Menanggapi kasus ini, KPAI secara tegas meminta aparat penegak hukum untuk melakukan proses hukum yang cepat, transparan, dan berpihak pada korban. KPAI juga menekankan pentingnya menjerat pelaku dengan sanksi hukuman maksimal sesuai peraturan yang berlaku.
Desakan KPAI untuk Proses Hukum Maksimal
Aris Adi Leksono dari KPAI menegaskan bahwa tindakan pelaku merupakan pelanggaran berat terhadap hak anak dan termasuk dalam kategori kejahatan seksual terhadap anak. Hal ini diatur jelas dalam Undang-Undang Nomor 35 Tahun 2014 tentang Perlindungan Anak.
Secara spesifik, Pasal 76D dan 76E UU tersebut melarang setiap orang melakukan kekerasan atau ancaman kekerasan untuk perbuatan cabul terhadap anak. Ketentuan pidana dalam Pasal 81 dan Pasal 82 juga mengatur sanksi berat bagi pelaku kejahatan seksual terhadap anak.
KPAI menolak keras segala bentuk penyelesaian di luar jalur hukum, seperti kekeluargaan atau mediasi, untuk kasus kekerasan seksual. Aris Adi Leksono menekankan bahwa ini adalah delik serius yang wajib diproses pidana hingga tuntas demi keadilan bagi para korban.
Kronologi dan Dugaan Keterlibatan Pihak Lain
Kasus kekerasan seksual di pesantren Ciawi ini melibatkan sedikitnya 17 santri laki-laki sebagai korban. Terduga pelaku adalah seorang pengajar yang juga merupakan alumni dari pondok pesantren tersebut.
Peristiwa pencabulan diduga terjadi di lingkungan asrama pesantren, khususnya pada saat para korban sedang beristirahat atau tertidur. Kondisi ini menunjukkan kerentanan para santri terhadap tindakan kejahatan tersebut.

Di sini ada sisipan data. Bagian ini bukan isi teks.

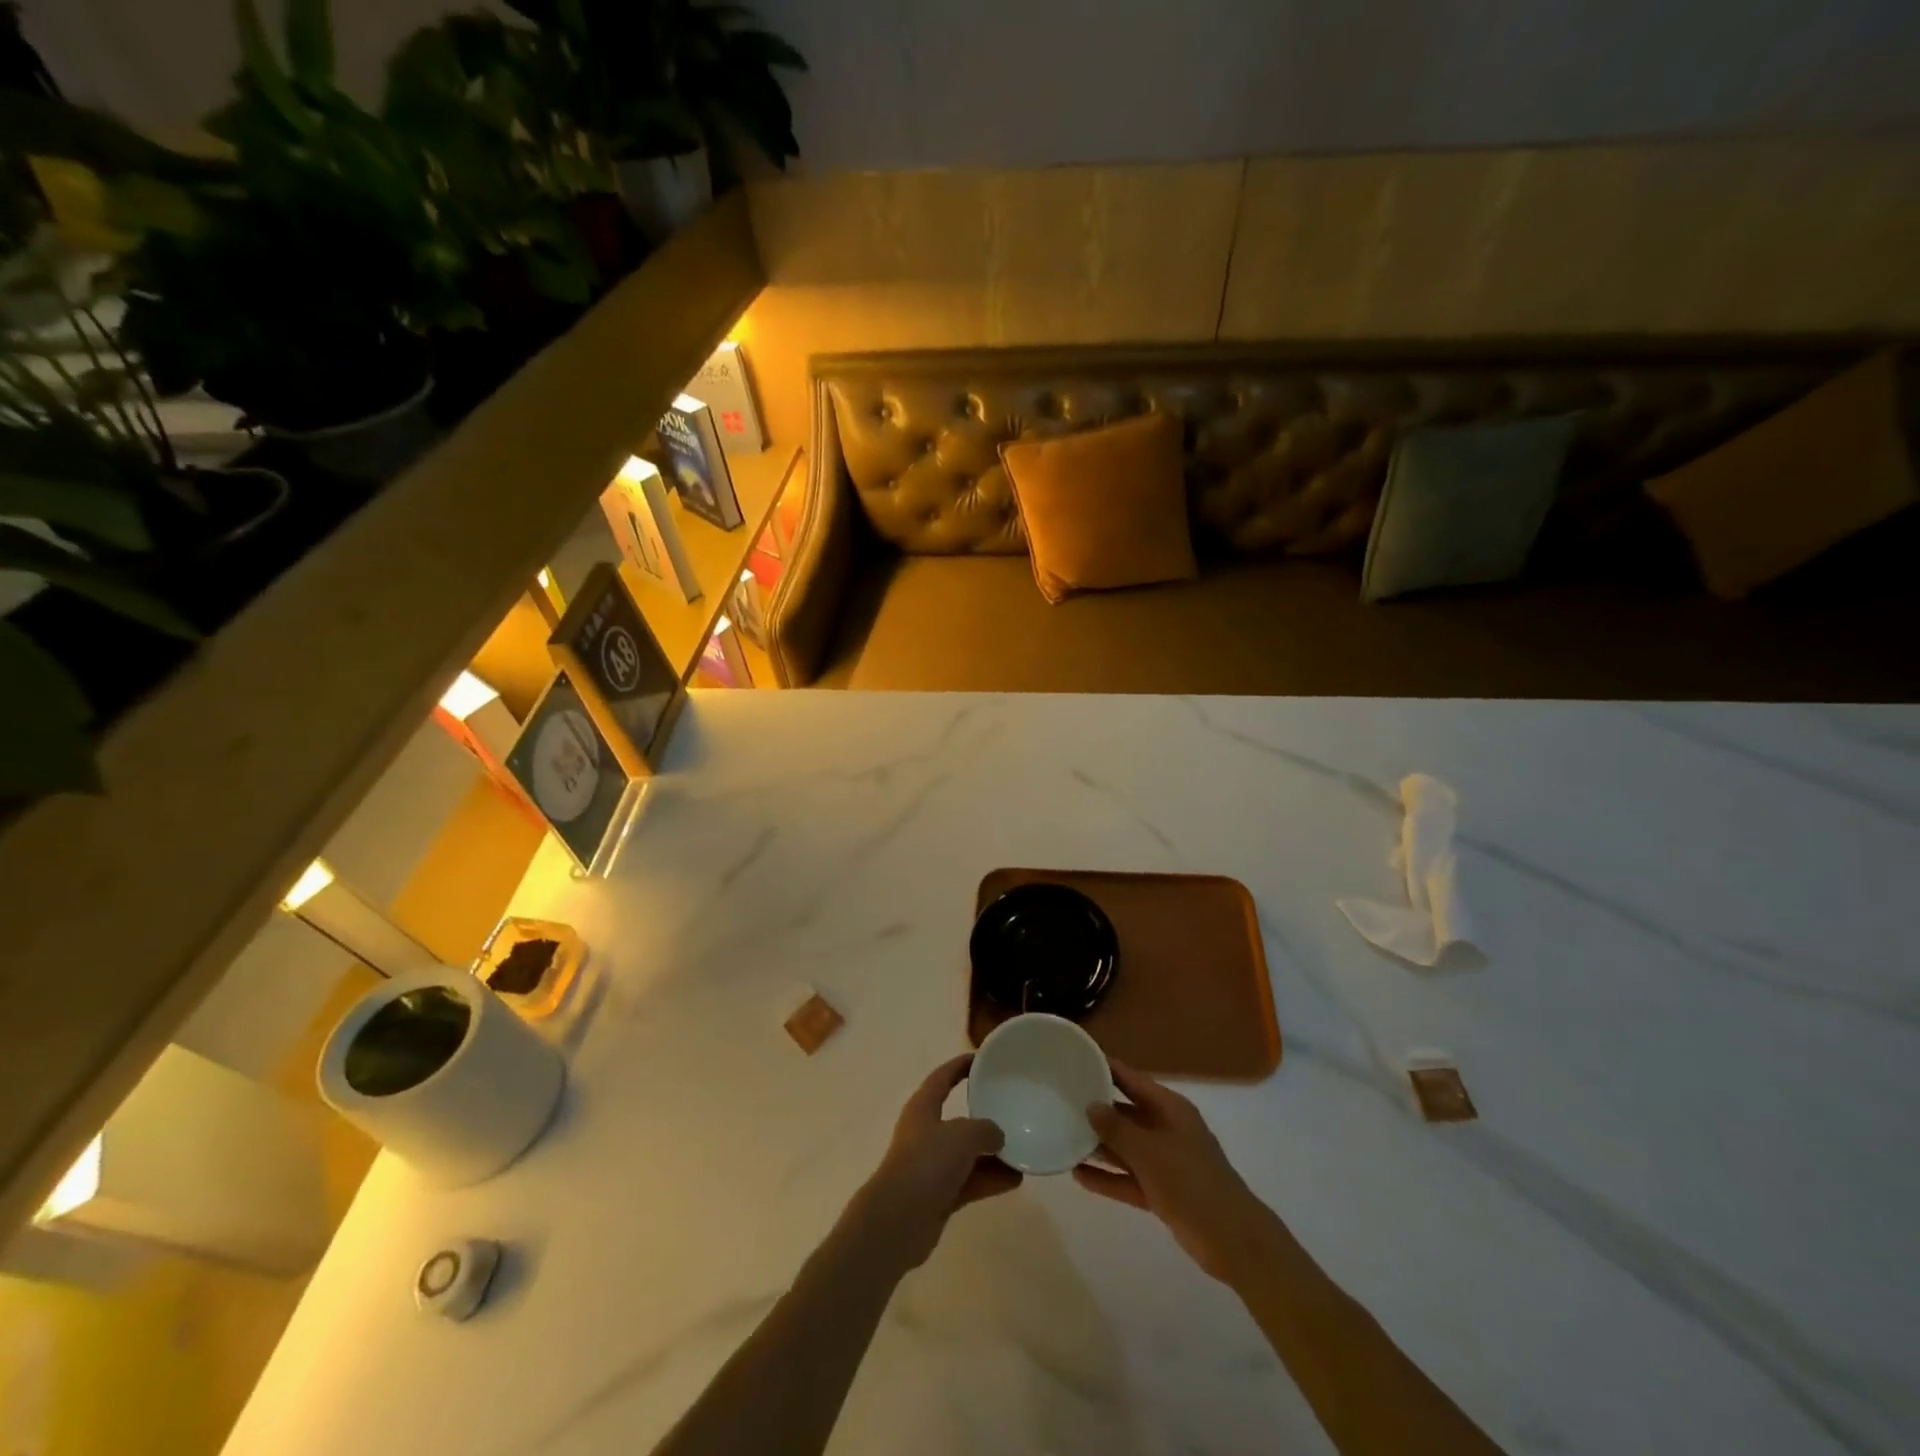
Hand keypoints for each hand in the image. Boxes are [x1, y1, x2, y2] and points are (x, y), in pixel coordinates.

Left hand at [850, 1055, 1021, 1271]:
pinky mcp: (938, 1195)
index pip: (942, 1077)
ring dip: (992, 1152)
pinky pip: (970, 1180)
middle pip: (957, 1117)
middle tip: (1010, 1108)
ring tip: (1022, 1148)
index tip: (982, 1059)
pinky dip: (990, 1179)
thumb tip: (996, 1135)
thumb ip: (985, 1129)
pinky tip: (1016, 1179)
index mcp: (923, 1107)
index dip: (960, 1066)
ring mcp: (931, 1166)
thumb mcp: (962, 1135)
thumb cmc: (926, 1163)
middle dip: (983, 1114)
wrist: (898, 1220)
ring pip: (967, 1153)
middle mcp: (925, 1132)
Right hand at [1075, 1060, 1275, 1283]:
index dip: (1107, 1069)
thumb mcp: (1149, 1152)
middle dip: (1098, 1110)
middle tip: (1062, 1100)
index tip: (1078, 1059)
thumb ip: (1117, 1129)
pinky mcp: (1162, 1192)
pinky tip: (1078, 1176)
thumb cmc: (1191, 1183)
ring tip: (1064, 1136)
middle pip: (1127, 1113)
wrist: (1232, 1240)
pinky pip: (1128, 1178)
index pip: (1132, 1080)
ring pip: (1125, 1148)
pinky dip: (1107, 1178)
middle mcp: (1166, 1129)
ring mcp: (1165, 1162)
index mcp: (1170, 1109)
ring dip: (1099, 1146)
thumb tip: (1091, 1106)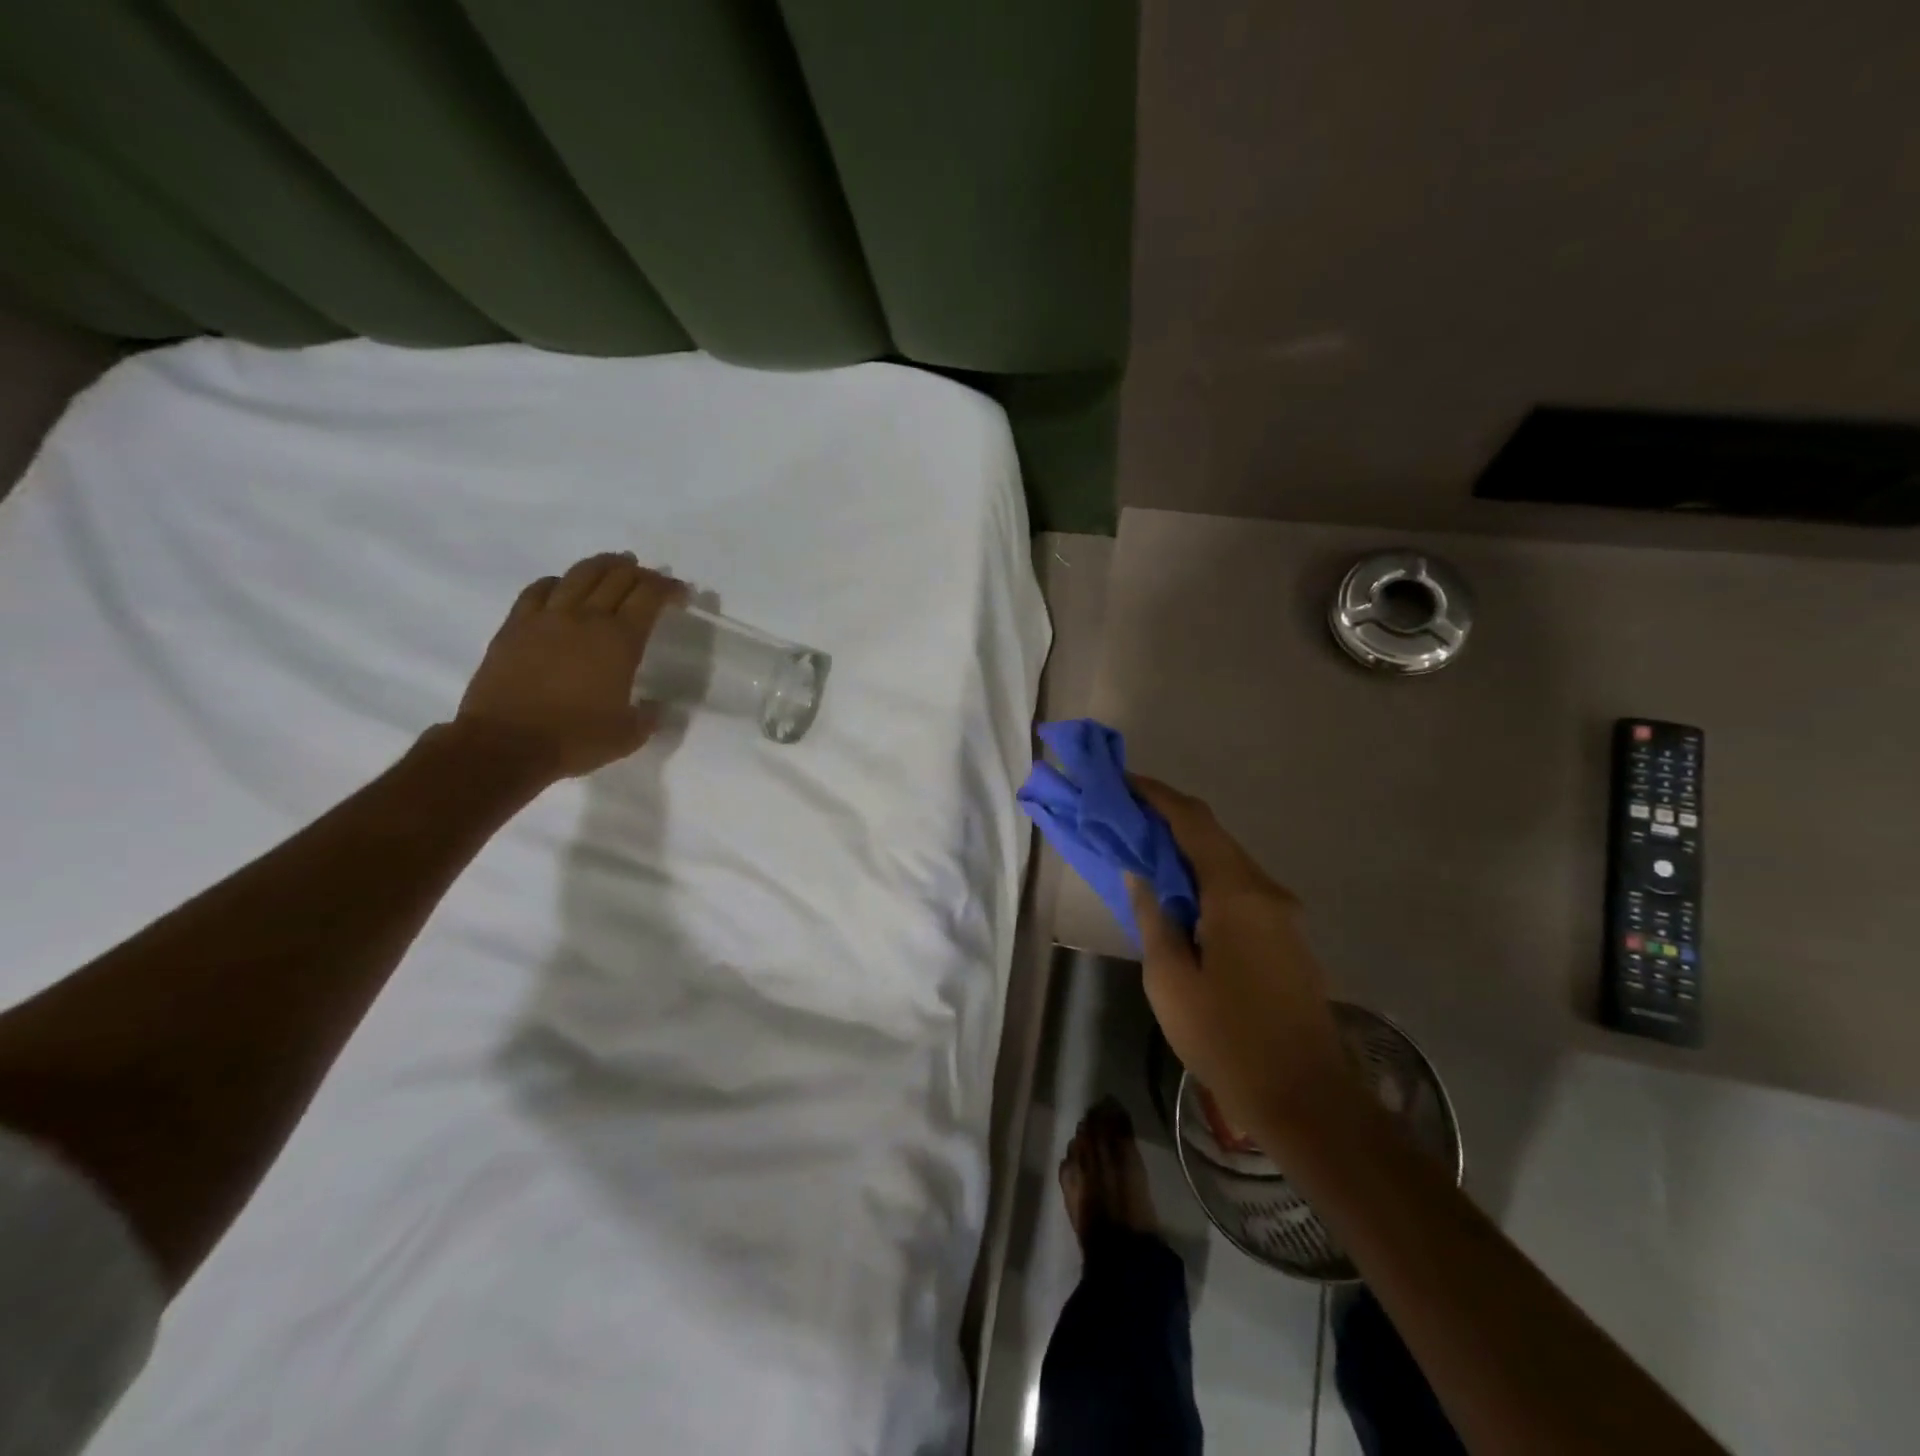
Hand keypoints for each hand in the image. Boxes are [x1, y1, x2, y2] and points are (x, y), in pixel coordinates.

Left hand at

KPAI juga mendorong aparat berwajib untuk mendalami kasus ini lebih lanjut, termasuk dugaan adanya keterlibatan pihak lain dalam pesantren. Penyelidikan mendalam diperlukan untuk memastikan tidak ada pihak lain yang turut serta atau menutupi kejahatan ini.
Pentingnya Perlindungan Anak dan Efek Jera
Kejahatan kekerasan seksual terhadap anak merupakan isu serius yang memerlukan penanganan komprehensif dari seluruh pihak. Perlindungan anak adalah prioritas utama, dan setiap pelanggaran harus ditindak tegas sesuai hukum yang berlaku.
Proses hukum yang cepat, transparan, dan pemberian sanksi maksimal diharapkan dapat memberikan efek jera bagi pelaku. Hal ini juga penting untuk mencegah terulangnya kasus serupa di masa mendatang dan memberikan rasa aman bagi anak-anak.
KPAI terus berkomitmen untuk mengawal kasus-kasus kekerasan terhadap anak, memastikan hak-hak korban terpenuhi, dan mendorong lingkungan yang aman bagi tumbuh kembang anak-anak Indonesia. Masyarakat juga diharapkan proaktif dalam melaporkan indikasi kekerasan anak.